Delete confirmation shows all metadata, so you can be certain it’s the right clip.
If you choose to delete a clip, the confirmation screen includes all the same metadata, so you can sure you’ve got the right clip before you delete it.
You can also page through several sets of Custom Picture data. Because I shot the following screens while the camera was in Media mode, all the entries are blank; had I been in Camera mode as I should have been, you’d see useful info here. Apparently, these screens only show how the camera is currently set up for recording; they don’t tell you how the camera was set when the currently-selected clip was recorded.
Custom Picture data, screen 1.
Custom Picture data, screen 2.
Custom Picture data, screen 3.
Lens data and text memo screen.
Scopes
Ah, scopes! The C300 has scopes enough to warm the cockles of any video engineer’s heart. Scopes display on the LCD, but not in the EVF. While this leaves the EVF uncluttered for compositional purposes, it requires you to have the monitor unit attached to use scopes. Scopes cannot be superimposed on the external video feeds.
The standard “Line” WFM.
In addition to dual zebras, the C300 offers a finely-detailed waveform monitor. Its default mode is “line”, the conventional line-at-a-time WFM display.
Line + Spot WFM; the red square’s signal is red on the ‘scope.
You can also choose Line + Spot, where a red square appears onscreen. The WFM for the area in the red square appears in red; this “spot meter” helps you discern levels in the center of the picture from all the signal clutter around it.
Field WFM: signal shown from top to bottom instead of left to right.
Field mode shows the levels from top to bottom across the ‘scope, instead of left to right. It’s helpful for things like checking vertical lighting balance on a greenscreen.

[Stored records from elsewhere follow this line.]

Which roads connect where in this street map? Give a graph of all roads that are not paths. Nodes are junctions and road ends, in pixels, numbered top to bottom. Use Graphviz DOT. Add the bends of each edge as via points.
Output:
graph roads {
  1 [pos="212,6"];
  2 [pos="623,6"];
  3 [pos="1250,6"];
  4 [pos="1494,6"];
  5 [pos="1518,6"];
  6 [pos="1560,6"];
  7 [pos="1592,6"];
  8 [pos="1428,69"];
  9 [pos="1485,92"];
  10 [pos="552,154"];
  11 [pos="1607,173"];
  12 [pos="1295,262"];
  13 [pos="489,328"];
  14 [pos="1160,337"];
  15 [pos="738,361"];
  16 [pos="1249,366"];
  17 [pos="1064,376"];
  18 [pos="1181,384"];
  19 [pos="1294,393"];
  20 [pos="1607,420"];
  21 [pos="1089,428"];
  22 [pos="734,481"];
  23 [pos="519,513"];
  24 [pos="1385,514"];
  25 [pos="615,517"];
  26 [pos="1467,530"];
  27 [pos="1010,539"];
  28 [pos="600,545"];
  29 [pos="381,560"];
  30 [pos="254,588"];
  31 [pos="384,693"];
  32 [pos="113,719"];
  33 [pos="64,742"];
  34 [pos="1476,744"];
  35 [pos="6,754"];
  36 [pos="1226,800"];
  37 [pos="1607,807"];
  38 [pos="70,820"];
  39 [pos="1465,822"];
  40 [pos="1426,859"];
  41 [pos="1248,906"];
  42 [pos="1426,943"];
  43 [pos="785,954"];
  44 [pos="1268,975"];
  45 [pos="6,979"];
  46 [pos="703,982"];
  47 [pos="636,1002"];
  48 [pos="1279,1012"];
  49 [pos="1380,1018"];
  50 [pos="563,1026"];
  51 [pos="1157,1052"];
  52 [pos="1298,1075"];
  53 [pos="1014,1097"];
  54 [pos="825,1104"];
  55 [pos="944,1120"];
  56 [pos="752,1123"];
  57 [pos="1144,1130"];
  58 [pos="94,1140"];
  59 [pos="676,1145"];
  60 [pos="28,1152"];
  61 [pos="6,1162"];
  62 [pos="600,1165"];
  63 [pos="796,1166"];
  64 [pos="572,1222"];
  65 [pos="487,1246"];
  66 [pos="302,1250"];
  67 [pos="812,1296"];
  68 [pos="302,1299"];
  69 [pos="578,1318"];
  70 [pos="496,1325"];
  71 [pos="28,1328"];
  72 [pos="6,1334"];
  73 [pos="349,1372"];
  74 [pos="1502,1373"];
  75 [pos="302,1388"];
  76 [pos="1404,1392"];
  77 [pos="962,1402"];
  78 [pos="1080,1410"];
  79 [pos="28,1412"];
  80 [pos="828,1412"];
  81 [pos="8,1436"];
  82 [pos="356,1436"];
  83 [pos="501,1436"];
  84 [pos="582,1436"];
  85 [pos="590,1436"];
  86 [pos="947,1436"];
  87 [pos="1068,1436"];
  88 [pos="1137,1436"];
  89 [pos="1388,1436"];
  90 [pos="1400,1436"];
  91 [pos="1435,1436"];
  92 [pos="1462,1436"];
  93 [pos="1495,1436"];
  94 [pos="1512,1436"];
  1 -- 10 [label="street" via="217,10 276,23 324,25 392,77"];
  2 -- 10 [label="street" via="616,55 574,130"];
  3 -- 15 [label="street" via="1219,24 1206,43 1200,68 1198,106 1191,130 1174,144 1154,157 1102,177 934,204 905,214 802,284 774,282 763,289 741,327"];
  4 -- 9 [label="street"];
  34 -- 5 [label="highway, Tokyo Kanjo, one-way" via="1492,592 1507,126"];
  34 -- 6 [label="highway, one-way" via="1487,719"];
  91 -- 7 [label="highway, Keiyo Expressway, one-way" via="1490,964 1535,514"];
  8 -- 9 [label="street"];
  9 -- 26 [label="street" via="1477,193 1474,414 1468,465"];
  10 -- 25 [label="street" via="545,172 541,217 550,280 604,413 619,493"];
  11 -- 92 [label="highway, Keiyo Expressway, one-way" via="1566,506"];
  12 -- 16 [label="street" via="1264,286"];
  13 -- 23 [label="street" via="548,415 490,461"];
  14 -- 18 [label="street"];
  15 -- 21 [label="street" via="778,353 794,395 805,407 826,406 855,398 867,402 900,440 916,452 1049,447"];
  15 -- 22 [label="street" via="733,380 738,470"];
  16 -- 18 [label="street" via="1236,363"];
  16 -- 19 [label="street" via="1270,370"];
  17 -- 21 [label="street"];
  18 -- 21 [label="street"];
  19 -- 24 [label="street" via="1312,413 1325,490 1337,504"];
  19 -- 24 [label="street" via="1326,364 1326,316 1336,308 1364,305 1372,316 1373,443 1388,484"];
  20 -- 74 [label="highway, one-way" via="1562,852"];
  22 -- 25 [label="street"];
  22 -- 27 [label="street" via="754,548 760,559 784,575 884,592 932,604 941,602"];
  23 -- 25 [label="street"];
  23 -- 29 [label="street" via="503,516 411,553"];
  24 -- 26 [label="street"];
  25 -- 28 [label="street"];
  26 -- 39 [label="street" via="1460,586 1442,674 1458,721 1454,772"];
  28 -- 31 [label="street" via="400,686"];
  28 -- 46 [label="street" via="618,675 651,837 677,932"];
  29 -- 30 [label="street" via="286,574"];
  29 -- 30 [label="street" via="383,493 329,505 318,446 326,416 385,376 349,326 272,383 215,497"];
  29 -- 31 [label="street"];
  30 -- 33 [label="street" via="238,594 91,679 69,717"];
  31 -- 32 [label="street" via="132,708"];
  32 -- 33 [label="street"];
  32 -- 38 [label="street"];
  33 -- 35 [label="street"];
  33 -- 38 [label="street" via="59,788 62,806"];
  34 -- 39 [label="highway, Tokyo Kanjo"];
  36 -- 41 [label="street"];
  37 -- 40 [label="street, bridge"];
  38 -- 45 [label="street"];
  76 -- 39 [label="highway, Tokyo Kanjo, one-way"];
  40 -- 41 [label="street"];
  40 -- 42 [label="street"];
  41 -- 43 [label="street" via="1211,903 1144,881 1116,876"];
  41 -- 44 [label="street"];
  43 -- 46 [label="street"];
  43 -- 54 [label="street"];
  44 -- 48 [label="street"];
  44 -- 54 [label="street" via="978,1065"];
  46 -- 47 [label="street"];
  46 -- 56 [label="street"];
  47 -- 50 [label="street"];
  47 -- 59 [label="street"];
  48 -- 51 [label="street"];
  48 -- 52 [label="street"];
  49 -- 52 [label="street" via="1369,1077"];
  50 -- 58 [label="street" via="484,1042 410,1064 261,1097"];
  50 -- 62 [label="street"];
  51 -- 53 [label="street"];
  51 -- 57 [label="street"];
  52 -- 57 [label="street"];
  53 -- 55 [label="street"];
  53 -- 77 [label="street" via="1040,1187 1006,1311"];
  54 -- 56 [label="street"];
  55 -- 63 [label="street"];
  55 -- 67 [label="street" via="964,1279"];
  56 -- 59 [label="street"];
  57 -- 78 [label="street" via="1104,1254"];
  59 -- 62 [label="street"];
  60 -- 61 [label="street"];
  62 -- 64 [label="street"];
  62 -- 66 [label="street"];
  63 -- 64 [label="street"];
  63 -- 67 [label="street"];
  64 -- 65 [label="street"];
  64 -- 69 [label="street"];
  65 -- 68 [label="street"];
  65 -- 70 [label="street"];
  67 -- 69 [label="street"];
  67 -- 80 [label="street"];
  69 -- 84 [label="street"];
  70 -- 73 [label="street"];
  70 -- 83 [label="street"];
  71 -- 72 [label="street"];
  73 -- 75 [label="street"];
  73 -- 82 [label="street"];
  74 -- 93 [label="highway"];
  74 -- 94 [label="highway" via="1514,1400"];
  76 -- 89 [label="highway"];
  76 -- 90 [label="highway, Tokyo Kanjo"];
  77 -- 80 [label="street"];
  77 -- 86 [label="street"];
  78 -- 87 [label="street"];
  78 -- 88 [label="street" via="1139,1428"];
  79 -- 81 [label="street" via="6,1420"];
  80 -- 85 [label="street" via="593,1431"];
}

RGB WFM: red, green, and blue channels shown sequentially.
Curious about the response of each color channel? RGB WFM gives you a “parade” display so you can better detect color imbalances, clipping, and offsets.
YUV WFM: luma, Cb, and Cr (brightness and color-difference) signals.
The YUV mode lets you see the same data in the Y’CbCr color space: luma, plus two color difference signals.
Normal vectorscope.
The vectorscope display has a normal mode, like any other vectorscope…
Spot vectorscope, highlighting the signal of the red-boxed image.
…and it also has a “spot meter” mode to highlight the colors in the red-outlined central area of the image.
Edge Monitor
The C300, like Canon’s XF series of camcorders, offers “edge monitors” for focus pulling. Edge monitors are indicators of high-frequency detail in the image; high frequencies relate to sharp edges and are maximized when the image is in focus. The indicators appear as “digital grass”: the sharper the edges in the image (and thus the better focused), the higher the grass grows.
Type 1 Edge Monitor defocused: short digital grass.
Type 1 Edge Monitor focused: tall grass; red areas emphasized.
Type 1 Edge Monitor is like a line-mode WFM: the grass at any point along the “lawn” reflects the sharpness of the pixels along all the scanlines at the corresponding point of the image. The three highlighted-in-red areas are placed where you’ll often have important focal points.
Type 2 Edge Monitor defocused: Line+Spot WFM and digital bluegrass.
Type 2 Edge Monitor focused: WFM sharper, bluegrass taller.
Type 2 combined a Line + Spot WMF with a Line + Spot “digital bluegrass” display, letting you monitor both exposure and focus on the same scope, albeit with somewhat reduced precision in the grass.
Like the other scopes, edge monitors only appear on the LCD, not in the EVF or on external feeds.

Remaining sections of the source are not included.